Il corteggiamento di Pellegrino nei confronti di Pantelleria è iniziato nel 1992 e non è mai più finito: sull’isola, Pellegrino - che da più di 140 anni coltiva varietà pregiate di uve autoctone nella Sicilia occidentale - produce i suoi famosi passiti, i moscati e da qualche tempo un vino bianco, Isesi, sostenendo il lavoro degli eroici viticoltori locali. Eroici non per modo di dire: i vitigni di Pantelleria entrano a pieno titolo nella descrizione dei “vigneti eroici o storici” tutelati dalla legge n. 238/2016 - Testo unico della vite e del vino nell'articolo 7, perché coltivati su migliaia di chilometri di muretti a secco su pendenze praticabili solo a dorso di asino - l’asinello pantesco è uno degli emblemi dell’isola - o a piedi.

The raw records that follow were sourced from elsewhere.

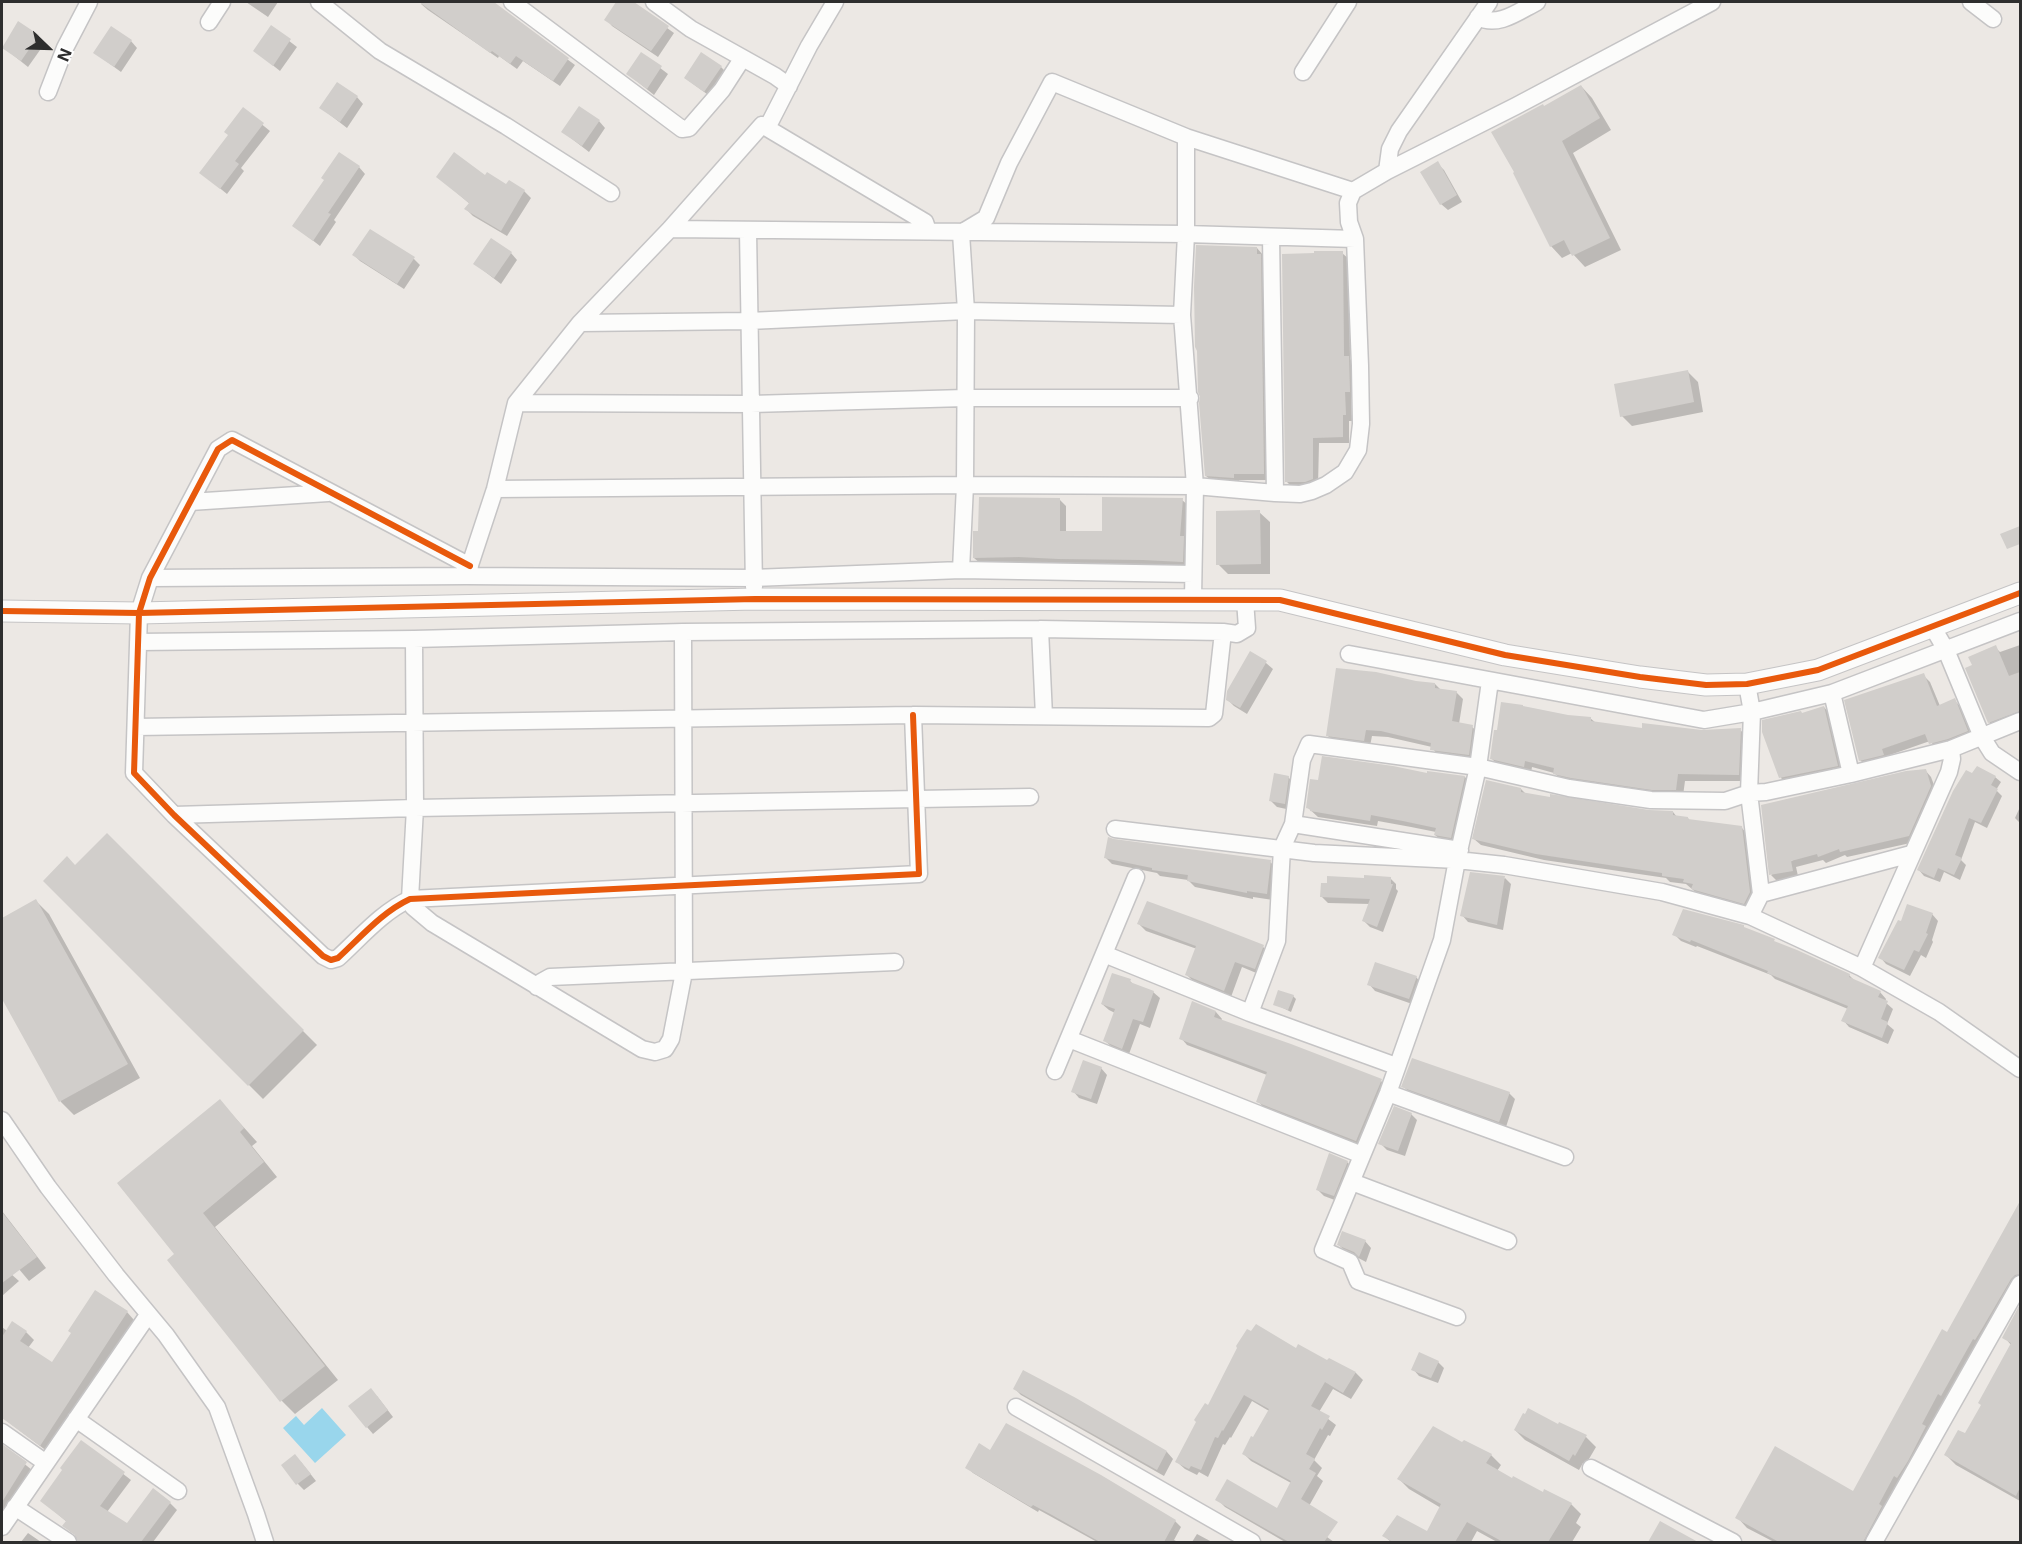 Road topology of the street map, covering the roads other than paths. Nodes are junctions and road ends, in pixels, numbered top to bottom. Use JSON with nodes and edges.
{"nodes":[{"id":1,"x":89,"y":2,"type":"edge"},
{"id":2,"x":222,"y":2,"type":"edge"},
{"id":3,"x":319,"y":2,"type":"edge"},
{"id":4,"x":512,"y":2,"type":"edge"},
{"id":5,"x":654,"y":2,"type":"edge"},
{"id":6,"x":833,"y":2,"type":"edge"},
{"id":7,"x":1348,"y":2,"type":"edge"},
{"id":8,"x":1489,"y":2,"type":"edge"},
{"id":9,"x":1537,"y":2,"type":"edge"},
{"id":10,"x":1712,"y":2,"type":"edge"},
{"id":11,"x":1971,"y":2,"type":"edge"},
{"id":12,"x":1478,"y":16,"type":"junction"},
{"id":13,"x":1993,"y":19,"type":"dead end"},
{"id":14,"x":209,"y":22,"type":"dead end"},
{"id":15,"x":742,"y":59,"type":"junction"},
{"id":16,"x":1304,"y":72,"type":"dead end"},
{"id":17,"x":789,"y":86,"type":"junction"},
{"id":18,"x":48,"y":92,"type":"dead end"},
{"id":19,"x":768,"y":128,"type":"junction"},
{"id":20,"x":1186,"y":137,"type":"junction"},
{"id":21,"x":1388,"y":171,"type":"junction"},
{"id":22,"x":1353,"y":191,"type":"junction"},
{"id":23,"x":611,"y":193,"type":"dead end"},
{"id":24,"x":670,"y":229,"type":"junction"},
{"id":25,"x":748,"y":231,"type":"junction"},
{"id":26,"x":928,"y":231,"type":"junction"},
{"id":27,"x":961,"y":233,"type":"junction"},
{"id":28,"x":1186,"y":234,"type":"junction"},
{"id":29,"x":1271,"y":237,"type":"junction"},
{"id":30,"x":1355,"y":239,"type":"junction"},
{"id":31,"x":966,"y":311,"type":"junction"},
{"id":32,"x":1182,"y":315,"type":"junction"},
{"id":33,"x":749,"y":321,"type":"junction"},
{"id":34,"x":580,"y":323,"type":"junction"},
{"id":35,"x":965,"y":398,"type":"junction"},
{"id":36,"x":1190,"y":398,"type":"junction"},
{"id":37,"x":516,"y":403,"type":"junction"},
{"id":38,"x":751,"y":404,"type":"junction"},
{"id":39,"x":965,"y":485,"type":"junction"},
{"id":40,"x":1195,"y":486,"type":"junction"},
{"id":41,"x":752,"y":488,"type":"junction"},
{"id":42,"x":495,"y":489,"type":"junction"},
{"id":43,"x":329,"y":493,"type":"junction"},
{"id":44,"x":1275,"y":493,"type":"junction"},
{"id":45,"x":190,"y":502,"type":"junction"},
{"id":46,"x":961,"y":570,"type":"junction"},
{"id":47,"x":468,"y":571,"type":"junction"},
{"id":48,"x":1193,"y":574,"type":"junction"},
{"id":49,"x":150,"y":578,"type":"junction"},
{"id":50,"x":754,"y":588,"type":"junction"},
{"id":51,"x":2020,"y":593,"type":"edge"},
{"id":52,"x":1193,"y":598,"type":"junction"},
{"id":53,"x":1245,"y":600,"type":"junction"},
{"id":54,"x":2,"y":611,"type":"edge"},
{"id":55,"x":139,"y":613,"type":"junction"},
{"id":56,"x":2020,"y":621,"type":"edge"},
{"id":57,"x":1932,"y":626,"type":"junction"},
{"id":58,"x":1040,"y":628,"type":"junction"},
{"id":59,"x":683,"y":632,"type":"junction"},
{"id":60,"x":1223,"y":632,"type":"junction"},
{"id":61,"x":414,"y":639,"type":"junction"},
{"id":62,"x":138,"y":642,"type":"junction"},
{"id":63,"x":1946,"y":650,"type":"junction"},
{"id":64,"x":1348,"y":654,"type":"dead end"},
{"id":65,"x":1490,"y":681,"type":"junction"},
{"id":66,"x":1747,"y":684,"type":"junction"},
{"id":67,"x":1832,"y":693,"type":"junction"},
{"id":68,"x":1752,"y":712,"type":"junction"},
{"id":69,"x":914,"y":715,"type":"junction"},
{"id":70,"x":1044,"y":716,"type":"junction"},
{"id":71,"x":683,"y":719,"type":"junction"},
{"id":72,"x":2020,"y":721,"type":"edge"},
{"id":73,"x":414,"y":722,"type":"junction"},
{"id":74,"x":136,"y":727,"type":"junction"},
{"id":75,"x":1982,"y":737,"type":"junction"},
{"id":76,"x":1951,"y":749,"type":"junction"},
{"id":77,"x":1478,"y":767,"type":"junction"},
{"id":78,"x":2020,"y":772,"type":"edge"},
{"id":79,"x":1851,"y":774,"type":"junction"},
{"id":80,"x":1749,"y":793,"type":"junction"},
{"id":81,"x":1030,"y":797,"type":"dead end"},
{"id":82,"x":917,"y":799,"type":"junction"},
{"id":83,"x":684,"y":803,"type":"junction"},
{"id":84,"x":415,"y":808,"type":"junction"},
{"id":85,"x":174,"y":815,"type":"junction"},
{"id":86,"x":1293,"y":824,"type":"junction"},
{"id":87,"x":1115,"y":829,"type":"dead end"},
{"id":88,"x":1282,"y":848,"type":"junction"},
{"id":89,"x":1911,"y":854,"type":"junction"},
{"id":90,"x":1458,"y":855,"type":"junction"},
{"id":91,"x":1136,"y":877,"type":"dead end"},
{"id":92,"x":684,"y":887,"type":"junction"},
{"id":93,"x":1761,"y":894,"type":"junction"},
{"id":94,"x":410,"y":899,"type":"junction"},
{"id":95,"x":1750,"y":916,"type":"junction"},
{"id":96,"x":1104,"y":954,"type":"junction"},
{"id":97,"x":896,"y":962,"type":"dead end"},
{"id":98,"x":1862,"y":968,"type":"junction"},
{"id":99,"x":684,"y":972,"type":"junction"},
{"id":100,"x":537,"y":987,"type":"junction"},
{"id":101,"x":1250,"y":1013,"type":"junction"},
{"id":102,"x":1069,"y":1039,"type":"junction"},
{"id":103,"x":1396,"y":1066,"type":"junction"},
{"id":104,"x":2020,"y":1069,"type":"edge"},
{"id":105,"x":1055,"y":1071,"type":"dead end"},
{"id":106,"x":1388,"y":1094,"type":"junction"},
{"id":107,"x":2,"y":1120,"type":"edge"},
{"id":108,"x":1362,"y":1155,"type":"junction"},
{"id":109,"x":1565,"y":1157,"type":"dead end"},
{"id":110,"x":1352,"y":1182,"type":"junction"},
{"id":111,"x":1508,"y":1241,"type":"dead end"},
{"id":112,"x":2020,"y":1284,"type":"edge"},
{"id":113,"x":148,"y":1315,"type":"junction"},
{"id":114,"x":1456,"y":1317,"type":"dead end"},
{"id":115,"x":1016,"y":1407,"type":"dead end"},
{"id":116,"x":76,"y":1419,"type":"junction"},
{"id":117,"x":2,"y":1432,"type":"edge"},
{"id":118,"x":46,"y":1463,"type":"junction"},
{"id":119,"x":1592,"y":1468,"type":"dead end"},
{"id":120,"x":178,"y":1491,"type":"dead end"},
{"id":121,"x":15,"y":1507,"type":"junction"},
{"id":122,"x":2,"y":1527,"type":"edge"},
{"id":123,"x":68,"y":1542,"type":"edge"},
{"id":124,"x":264,"y":1542,"type":"edge"},
{"id":125,"x":1252,"y":1542,"type":"edge"},
{"id":126,"x":1733,"y":1542,"type":"edge"},
{"id":127,"x":1874,"y":1542,"type":"edge"}],
"edges":[{"from":1,"to":18,"type":"street"},
{"from":2,"to":14,"type":"street"},
{"from":3,"to":23,"type":"street"},
{"from":4,"to":15,"type":"street"},
{"from":5,"to":15,"type":"street"},
{"from":6,"to":17,"type":"street"},
{"from":7,"to":16,"type":"street"},
{"from":8,"to":12,"type":"street"},
{"from":9,"to":12,"type":"street"},
{"from":10,"to":21,"type":"street"},
{"from":11,"to":13,"type":"street"},
{"from":12,"to":21,"type":"street"},
{"from":15,"to":17,"type":"street"},
{"from":17,"to":19,"type":"street"},
{"from":19,"to":24,"type":"street"},
{"from":19,"to":26,"type":"street"},
{"from":20,"to":22,"type":"street"},
{"from":20,"to":27,"type":"street"},
{"from":20,"to":28,"type":"street"},
{"from":21,"to":22,"type":"street"},
{"from":22,"to":30,"type":"street"},
{"from":24,"to":25,"type":"street"},
{"from":24,"to":34,"type":"street"},
{"from":25,"to":26,"type":"street"},
{"from":25,"to":33,"type":"street"},
{"from":26,"to":27,"type":"street"},
{"from":27,"to":28,"type":"street"},
{"from":27,"to":31,"type":"street"},
{"from":28,"to":29,"type":"street"},
{"from":28,"to":32,"type":"street"},
{"from":29,"to":30,"type":"street"},
{"from":29,"to":44,"type":"street"},
{"from":30,"to":44,"type":"street"},
{"from":31,"to":32,"type":"street"},
{"from":31,"to":33,"type":"street"},
{"from":31,"to":35,"type":"street"},
{"from":32,"to":36,"type":"street"},
{"from":33,"to":34,"type":"street"},
{"from":33,"to":38,"type":"street"},
{"from":34,"to":37,"type":"street"},
{"from":35,"to":36,"type":"street"},
{"from":35,"to":38,"type":"street"},
{"from":35,"to":39,"type":"street"},
{"from":36,"to":40,"type":"street"},
{"from":37,"to":38,"type":"street"},
{"from":37,"to":42,"type":"street"},
{"from":38,"to":41,"type":"street"},
{"from":39,"to":40,"type":"street"},
{"from":39,"to":41,"type":"street"},
{"from":39,"to":46,"type":"street"},
{"from":40,"to":44,"type":"street"},
{"from":40,"to":48,"type":"street"},
{"from":41,"to":42,"type":"street"},
{"from":41,"to":50,"type":"street"},
{"from":42,"to":47,"type":"street"},
{"from":43,"to":45,"type":"street"},
{"from":43,"to":45,"type":"street"},
{"from":43,"to":47,"type":"street"},
{"from":45,"to":49,"type":"street"},
{"from":46,"to":48,"type":"street"},
{"from":46,"to":50,"type":"street"},
{"from":47,"to":49,"type":"street"},
{"from":47,"to":50,"type":"street"},
{"from":48,"to":52,"type":"street"},
{"from":49,"to":55,"type":"street"},
{"from":50,"to":52,"type":"street"},
{"from":50,"to":55,"type":"street"},
{"from":51,"to":57,"type":"street"},
{"from":52,"to":53,"type":"street"},
{"from":53,"to":60,"type":"street"},
{"from":53,"to":66,"type":"street"},
{"from":54,"to":55,"type":"street"},
{"from":55,"to":62,"type":"street"},
{"from":56,"to":63,"type":"street"},
{"from":57,"to":63,"type":"street"},
{"from":57,"to":66,"type":"street"},
{"from":58,"to":59,"type":"street"},
{"from":58,"to":60,"type":"street"},
{"from":58,"to":70,"type":"street"},
{"from":59,"to":61,"type":"street"},
{"from":59,"to":71,"type":"street"},
{"from":60,"to":70,"type":"street"},
{"from":61,"to":62,"type":"street"},
{"from":61,"to":73,"type":"street"},
{"from":62,"to":74,"type":"street"},
{"from":63,"to":67,"type":"street"},
{"from":63,"to":75,"type":"street"},
{"from":64,"to":65,"type":"street"},
{"from":65,"to":68,"type":"street"},
{"from":65,"to":77,"type":"street"},
{"from":66,"to":68,"type":"street"},
{"from":67,"to":68,"type":"street"},
{"from":67,"to":79,"type":"street"},
{"from":68,"to":80,"type":"street"},
{"from":69,"to":70,"type":"street"},
{"from":69,"to":71,"type":"street"},
{"from":69,"to":82,"type":"street"},
{"from":71,"to":73,"type":"street"},
{"from":71,"to":83,"type":"street"},
{"from":72,"to":75,"type":"street"},
{"from":73,"to":74,"type":"street"},
{"from":73,"to":84,"type":"street"},
{"from":74,"to":85,"type":"street"},
{"from":75,"to":76,"type":"street"},
{"from":75,"to":78,"type":"street"},
{"from":76,"to":79,"type":"street"},
{"from":76,"to":89,"type":"street"},
{"from":77,"to":80,"type":"street"},
{"from":77,"to":86,"type":"street"},
{"from":77,"to":90,"type":"street"},
{"from":79,"to":80,"type":"street"},
{"from":80,"to":93,"type":"street"},
{"from":81,"to":82,"type":"street"},
{"from":82,"to":83,"type":"street"},
{"from":82,"to":92,"type":"street"},
{"from":83,"to":84,"type":"street"},
{"from":83,"to":92,"type":"street"},
{"from":84,"to":85,"type":"street"},
{"from":84,"to":94,"type":"street"},
{"from":85,"to":94,"type":"street"},
{"from":86,"to":88,"type":"street"},
{"from":86,"to":90,"type":"street"},
{"from":87,"to":88,"type":"street"},
{"from":88,"to":90,"type":"street"},
{"from":88,"to":101,"type":"street"},
{"from":89,"to":93,"type":"street"},
{"from":89,"to":98,"type":"street"},
{"from":90,"to":95,"type":"street"},
{"from":90,"to":103,"type":"street"},
{"from":91,"to":96,"type":"street"},
{"from":92,"to":94,"type":"street"},
{"from":92,"to":99,"type":"street"},
{"from":93,"to":95,"type":"street"},
{"from":94,"to":100,"type":"street"},
{"from":95,"to":98,"type":"street"},
{"from":96,"to":101,"type":"street"},
{"from":96,"to":102,"type":"street"},
{"from":97,"to":99,"type":"street"},
{"from":98,"to":104,"type":"street"},
{"from":99,"to":100,"type":"street"},
{"from":99,"to":100,"type":"street"},
{"from":101,"to":103,"type":"street"},
{"from":102,"to":105,"type":"street"},
{"from":102,"to":108,"type":"street"},
{"from":103,"to":106,"type":"street"},
{"from":106,"to":108,"type":"street"},
{"from":106,"to":109,"type":"street"},
{"from":107,"to":113,"type":"street"},
{"from":108,"to":110,"type":"street"},
{"from":110,"to":111,"type":"street"},
{"from":110,"to":114,"type":"street"},
{"from":112,"to":127,"type":"street"},
{"from":113,"to":116,"type":"street"},
{"from":113,"to":124,"type":"street"},
{"from":115,"to":125,"type":"street"},
{"from":116,"to":118,"type":"street"},
{"from":116,"to":120,"type":"street"},
{"from":117,"to":118,"type":"street"},
{"from":118,"to":121,"type":"street"},
{"from":119,"to":126,"type":"street"},
{"from":121,"to":122,"type":"street"},
{"from":121,"to":123,"type":"street"}]}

La famiglia Pellegrino nella tenuta di Pantelleria
La famiglia Pellegrino nella tenuta di Pantelleria

“La vendemmia a Pantelleria richiede un atteggiamento sacrale, perché si fa in ginocchio - spiega Benedetto Renda, presidente di Cantine Pellegrino e presidente anche del Consorzio Doc Marsala e del Consorzio Volontario di Tutela dei vini Doc dell’isola di Pantelleria -. La coltivazione ad alberello pantesco richiede che ogni fase della lavorazione avvenga in ginocchio, appunto, o con la schiena piegata. Una pratica che richiede sacrificio e dedizione, oltre che una certa maestria perché ogni vite - come, del resto, ogni ulivo e ogni pianta di cappero - qui sull’isola va domata perché possa resistere al vento costante”.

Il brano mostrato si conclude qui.